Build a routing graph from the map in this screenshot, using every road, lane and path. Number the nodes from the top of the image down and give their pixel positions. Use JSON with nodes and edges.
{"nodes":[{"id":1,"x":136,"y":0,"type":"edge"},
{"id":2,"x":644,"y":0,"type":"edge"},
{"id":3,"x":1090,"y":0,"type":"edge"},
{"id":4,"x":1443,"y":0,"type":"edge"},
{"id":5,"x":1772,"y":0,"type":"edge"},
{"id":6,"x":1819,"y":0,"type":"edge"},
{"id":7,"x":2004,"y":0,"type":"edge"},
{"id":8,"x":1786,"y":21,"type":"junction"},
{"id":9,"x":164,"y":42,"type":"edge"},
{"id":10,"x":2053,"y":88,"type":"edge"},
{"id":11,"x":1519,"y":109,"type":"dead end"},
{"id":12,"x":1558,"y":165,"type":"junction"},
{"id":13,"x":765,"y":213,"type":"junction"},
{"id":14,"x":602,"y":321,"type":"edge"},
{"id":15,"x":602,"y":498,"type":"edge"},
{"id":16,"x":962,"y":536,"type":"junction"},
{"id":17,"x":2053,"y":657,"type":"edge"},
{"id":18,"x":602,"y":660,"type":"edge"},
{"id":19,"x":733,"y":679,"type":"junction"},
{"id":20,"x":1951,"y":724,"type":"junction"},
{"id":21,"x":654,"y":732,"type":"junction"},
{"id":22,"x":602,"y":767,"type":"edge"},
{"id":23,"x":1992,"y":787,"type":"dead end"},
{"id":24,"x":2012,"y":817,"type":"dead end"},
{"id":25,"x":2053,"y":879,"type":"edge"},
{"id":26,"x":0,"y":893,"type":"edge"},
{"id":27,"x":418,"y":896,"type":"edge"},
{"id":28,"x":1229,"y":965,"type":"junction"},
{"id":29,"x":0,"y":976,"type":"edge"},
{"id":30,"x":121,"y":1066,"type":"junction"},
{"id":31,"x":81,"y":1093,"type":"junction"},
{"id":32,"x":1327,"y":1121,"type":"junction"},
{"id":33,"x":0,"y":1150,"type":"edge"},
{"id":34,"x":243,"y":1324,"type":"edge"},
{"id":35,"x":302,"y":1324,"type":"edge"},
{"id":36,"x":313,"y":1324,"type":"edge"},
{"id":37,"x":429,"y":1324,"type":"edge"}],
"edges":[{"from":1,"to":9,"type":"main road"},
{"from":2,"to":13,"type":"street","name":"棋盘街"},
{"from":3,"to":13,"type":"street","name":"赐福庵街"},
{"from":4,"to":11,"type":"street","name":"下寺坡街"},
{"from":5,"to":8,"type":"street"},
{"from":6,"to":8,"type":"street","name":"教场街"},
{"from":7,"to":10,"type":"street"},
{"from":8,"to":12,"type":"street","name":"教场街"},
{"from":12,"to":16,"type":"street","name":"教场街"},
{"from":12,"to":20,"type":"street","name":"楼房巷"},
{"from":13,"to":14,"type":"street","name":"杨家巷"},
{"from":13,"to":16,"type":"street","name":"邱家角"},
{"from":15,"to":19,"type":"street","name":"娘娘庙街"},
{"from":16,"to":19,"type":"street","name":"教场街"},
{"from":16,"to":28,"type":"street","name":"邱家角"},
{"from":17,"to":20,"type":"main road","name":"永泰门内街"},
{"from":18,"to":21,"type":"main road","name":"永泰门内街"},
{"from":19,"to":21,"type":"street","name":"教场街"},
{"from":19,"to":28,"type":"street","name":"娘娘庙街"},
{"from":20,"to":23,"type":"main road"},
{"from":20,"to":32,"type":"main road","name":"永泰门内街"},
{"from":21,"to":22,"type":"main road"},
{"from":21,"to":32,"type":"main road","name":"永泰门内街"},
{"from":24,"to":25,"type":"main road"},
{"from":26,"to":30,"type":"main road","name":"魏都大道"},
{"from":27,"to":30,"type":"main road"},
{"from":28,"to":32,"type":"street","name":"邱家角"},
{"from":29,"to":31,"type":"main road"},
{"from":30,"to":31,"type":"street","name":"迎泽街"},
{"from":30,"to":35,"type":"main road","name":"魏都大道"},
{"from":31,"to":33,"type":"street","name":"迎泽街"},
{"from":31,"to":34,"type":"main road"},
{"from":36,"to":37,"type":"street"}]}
-.-.-
-- WHAT NEEDS TO BE DONE --
Scan the records for lines that hold "魏都大道", and reproduce each one you find.

-- RESPONSE --
{"from":26,"to":30,"type":"main road","name":"魏都大道"},
{"from":30,"to":35,"type":"main road","name":"魏都大道"},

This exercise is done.